OK. I explained it as much as I can.
| > OK. Then why didn't you question the Oklahoma
| > study? And what are your evidence and conclusions
| > about GMOs and organic food? I'm not asking you to
| > discuss religion here. I'm only questioning the limits
| > of science and alleged science. Isn't that allowed as
| > a topic of scientific inquiry? Shouldn't we be able to
| > discuss something like GMOs and organic food as a
| > scientific topic?
| You appear to have me confused with someone else.
| Let's see Oklahoma GMO study...maybe this:
I'm talking about the study that you, yourself
brought up in your first post! You started out
making fun of public ignorance about science by
mentioning a survey in which 80% of people
thought DNA should be banned from food.
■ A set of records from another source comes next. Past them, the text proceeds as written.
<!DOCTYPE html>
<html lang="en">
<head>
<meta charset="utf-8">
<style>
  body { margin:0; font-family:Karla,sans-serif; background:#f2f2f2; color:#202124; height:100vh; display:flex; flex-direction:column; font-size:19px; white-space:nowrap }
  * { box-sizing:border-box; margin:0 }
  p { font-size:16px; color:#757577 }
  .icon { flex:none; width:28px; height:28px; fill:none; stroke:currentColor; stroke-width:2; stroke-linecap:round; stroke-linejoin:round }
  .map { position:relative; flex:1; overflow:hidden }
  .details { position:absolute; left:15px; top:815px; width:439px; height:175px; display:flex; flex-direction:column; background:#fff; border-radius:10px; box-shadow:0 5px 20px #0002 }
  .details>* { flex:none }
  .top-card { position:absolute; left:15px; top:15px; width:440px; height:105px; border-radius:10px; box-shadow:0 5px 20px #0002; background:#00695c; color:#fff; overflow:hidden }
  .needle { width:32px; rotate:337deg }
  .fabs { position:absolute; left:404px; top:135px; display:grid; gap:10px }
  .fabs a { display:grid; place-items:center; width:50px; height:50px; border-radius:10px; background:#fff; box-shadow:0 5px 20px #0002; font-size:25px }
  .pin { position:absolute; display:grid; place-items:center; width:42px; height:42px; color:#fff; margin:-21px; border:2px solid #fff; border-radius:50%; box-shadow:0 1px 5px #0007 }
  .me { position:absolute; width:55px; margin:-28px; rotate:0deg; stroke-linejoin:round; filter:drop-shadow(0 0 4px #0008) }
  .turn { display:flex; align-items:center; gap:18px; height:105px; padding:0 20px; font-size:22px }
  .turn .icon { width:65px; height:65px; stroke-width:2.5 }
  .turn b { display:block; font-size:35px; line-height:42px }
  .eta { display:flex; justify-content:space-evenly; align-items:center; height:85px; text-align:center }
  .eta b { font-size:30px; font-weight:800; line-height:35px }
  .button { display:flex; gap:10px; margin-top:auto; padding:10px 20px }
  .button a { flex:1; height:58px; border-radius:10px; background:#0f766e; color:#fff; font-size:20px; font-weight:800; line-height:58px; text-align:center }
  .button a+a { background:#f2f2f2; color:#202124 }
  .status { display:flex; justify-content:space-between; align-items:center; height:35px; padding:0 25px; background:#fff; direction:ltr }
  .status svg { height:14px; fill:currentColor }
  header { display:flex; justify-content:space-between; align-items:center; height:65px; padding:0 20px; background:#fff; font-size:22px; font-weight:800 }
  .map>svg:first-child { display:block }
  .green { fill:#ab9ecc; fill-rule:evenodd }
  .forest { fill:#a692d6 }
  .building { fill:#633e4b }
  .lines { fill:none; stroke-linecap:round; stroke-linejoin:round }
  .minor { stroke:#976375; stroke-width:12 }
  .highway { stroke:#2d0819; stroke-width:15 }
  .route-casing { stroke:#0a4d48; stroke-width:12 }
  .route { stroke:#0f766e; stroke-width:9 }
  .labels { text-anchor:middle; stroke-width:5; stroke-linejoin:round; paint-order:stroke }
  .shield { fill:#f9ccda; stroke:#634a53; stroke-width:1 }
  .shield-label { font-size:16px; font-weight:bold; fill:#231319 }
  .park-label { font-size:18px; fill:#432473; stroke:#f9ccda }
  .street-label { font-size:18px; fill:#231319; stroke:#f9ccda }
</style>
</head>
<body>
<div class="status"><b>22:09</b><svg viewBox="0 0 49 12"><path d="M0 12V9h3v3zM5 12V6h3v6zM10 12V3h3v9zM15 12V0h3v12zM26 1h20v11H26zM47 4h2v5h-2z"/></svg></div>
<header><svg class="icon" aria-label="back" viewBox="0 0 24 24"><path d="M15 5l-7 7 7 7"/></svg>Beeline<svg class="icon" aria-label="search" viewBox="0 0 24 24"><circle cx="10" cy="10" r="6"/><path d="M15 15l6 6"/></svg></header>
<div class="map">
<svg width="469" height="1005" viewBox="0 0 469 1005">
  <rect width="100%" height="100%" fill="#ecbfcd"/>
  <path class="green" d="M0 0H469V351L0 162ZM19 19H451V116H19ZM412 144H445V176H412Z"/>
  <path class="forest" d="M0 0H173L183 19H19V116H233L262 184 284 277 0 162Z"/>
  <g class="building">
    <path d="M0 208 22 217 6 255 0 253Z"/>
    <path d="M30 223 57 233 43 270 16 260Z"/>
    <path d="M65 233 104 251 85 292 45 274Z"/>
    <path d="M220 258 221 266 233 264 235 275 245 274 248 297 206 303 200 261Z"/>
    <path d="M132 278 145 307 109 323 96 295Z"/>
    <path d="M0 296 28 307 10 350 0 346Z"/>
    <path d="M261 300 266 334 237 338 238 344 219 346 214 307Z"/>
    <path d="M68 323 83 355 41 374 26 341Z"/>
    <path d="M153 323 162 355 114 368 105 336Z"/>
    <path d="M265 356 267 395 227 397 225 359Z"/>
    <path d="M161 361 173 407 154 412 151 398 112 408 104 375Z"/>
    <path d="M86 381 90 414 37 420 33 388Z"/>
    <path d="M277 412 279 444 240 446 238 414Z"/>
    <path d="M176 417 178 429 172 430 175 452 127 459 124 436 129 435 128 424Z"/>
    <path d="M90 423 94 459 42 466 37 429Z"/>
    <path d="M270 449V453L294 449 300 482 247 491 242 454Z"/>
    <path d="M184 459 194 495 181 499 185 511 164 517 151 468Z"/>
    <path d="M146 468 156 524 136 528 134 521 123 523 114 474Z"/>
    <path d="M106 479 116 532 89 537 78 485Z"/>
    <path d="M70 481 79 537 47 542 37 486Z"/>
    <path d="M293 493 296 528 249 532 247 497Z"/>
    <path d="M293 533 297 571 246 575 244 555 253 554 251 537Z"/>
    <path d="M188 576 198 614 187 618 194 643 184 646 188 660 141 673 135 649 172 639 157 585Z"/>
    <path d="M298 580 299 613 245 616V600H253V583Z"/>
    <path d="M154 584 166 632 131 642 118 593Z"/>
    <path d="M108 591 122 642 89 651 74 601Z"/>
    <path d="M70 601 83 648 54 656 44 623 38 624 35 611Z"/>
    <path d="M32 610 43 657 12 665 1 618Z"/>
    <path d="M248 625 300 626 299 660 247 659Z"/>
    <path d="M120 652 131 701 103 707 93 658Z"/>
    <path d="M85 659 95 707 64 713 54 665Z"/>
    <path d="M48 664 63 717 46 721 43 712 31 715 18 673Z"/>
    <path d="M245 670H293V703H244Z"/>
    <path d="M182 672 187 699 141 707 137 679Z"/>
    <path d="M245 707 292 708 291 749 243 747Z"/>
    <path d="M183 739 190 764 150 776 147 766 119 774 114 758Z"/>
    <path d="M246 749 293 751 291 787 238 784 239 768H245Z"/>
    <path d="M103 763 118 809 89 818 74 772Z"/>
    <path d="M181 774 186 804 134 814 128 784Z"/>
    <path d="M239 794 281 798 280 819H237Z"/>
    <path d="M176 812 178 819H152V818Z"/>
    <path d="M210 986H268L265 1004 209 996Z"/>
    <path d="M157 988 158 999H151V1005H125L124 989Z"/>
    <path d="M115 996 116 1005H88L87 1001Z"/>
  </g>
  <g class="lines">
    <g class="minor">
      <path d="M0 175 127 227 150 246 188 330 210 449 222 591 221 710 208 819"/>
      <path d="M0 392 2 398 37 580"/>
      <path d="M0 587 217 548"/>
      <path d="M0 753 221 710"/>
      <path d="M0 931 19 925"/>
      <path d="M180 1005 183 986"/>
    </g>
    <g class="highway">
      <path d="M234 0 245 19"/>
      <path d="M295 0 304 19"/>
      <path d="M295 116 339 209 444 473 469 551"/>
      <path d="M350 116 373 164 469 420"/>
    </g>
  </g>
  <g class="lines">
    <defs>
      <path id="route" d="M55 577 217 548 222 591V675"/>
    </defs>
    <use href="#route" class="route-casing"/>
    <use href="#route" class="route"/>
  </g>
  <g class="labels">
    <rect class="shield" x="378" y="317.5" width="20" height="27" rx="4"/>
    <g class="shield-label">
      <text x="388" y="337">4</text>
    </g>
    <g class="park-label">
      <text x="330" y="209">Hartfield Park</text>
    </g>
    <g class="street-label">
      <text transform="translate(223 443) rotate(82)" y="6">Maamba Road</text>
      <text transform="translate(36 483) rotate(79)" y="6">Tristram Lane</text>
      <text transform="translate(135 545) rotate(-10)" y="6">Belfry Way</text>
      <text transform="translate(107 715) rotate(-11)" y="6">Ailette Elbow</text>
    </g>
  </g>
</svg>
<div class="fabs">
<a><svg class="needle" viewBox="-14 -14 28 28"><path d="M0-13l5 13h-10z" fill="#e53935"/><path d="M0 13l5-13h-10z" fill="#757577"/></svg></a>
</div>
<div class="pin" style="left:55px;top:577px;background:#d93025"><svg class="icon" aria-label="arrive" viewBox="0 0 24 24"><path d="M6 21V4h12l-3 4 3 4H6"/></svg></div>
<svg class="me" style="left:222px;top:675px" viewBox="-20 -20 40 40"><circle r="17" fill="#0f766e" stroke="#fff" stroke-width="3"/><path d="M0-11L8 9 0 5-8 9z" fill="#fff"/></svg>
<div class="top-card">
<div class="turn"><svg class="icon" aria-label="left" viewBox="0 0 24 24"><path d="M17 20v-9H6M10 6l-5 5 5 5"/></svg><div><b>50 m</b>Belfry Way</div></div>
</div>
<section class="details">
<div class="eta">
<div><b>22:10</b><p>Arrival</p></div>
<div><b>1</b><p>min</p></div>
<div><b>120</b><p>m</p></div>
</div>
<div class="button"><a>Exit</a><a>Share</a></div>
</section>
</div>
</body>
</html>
But you
trusted the "science" and didn't look at the actual
survey, which is here:
I've already explained why the survey itself was
more pro-GMO propaganda than science. Anyone
who cares to follow up can look back up the thread.
| As far as GMOs vs Organic (which I have not commented on
| up to this point), I prefer not to worry. I think I'll live
| longer not being afraid of everything.
You equate avoidance of toxins and
knowledge of the food supply with fear? OK.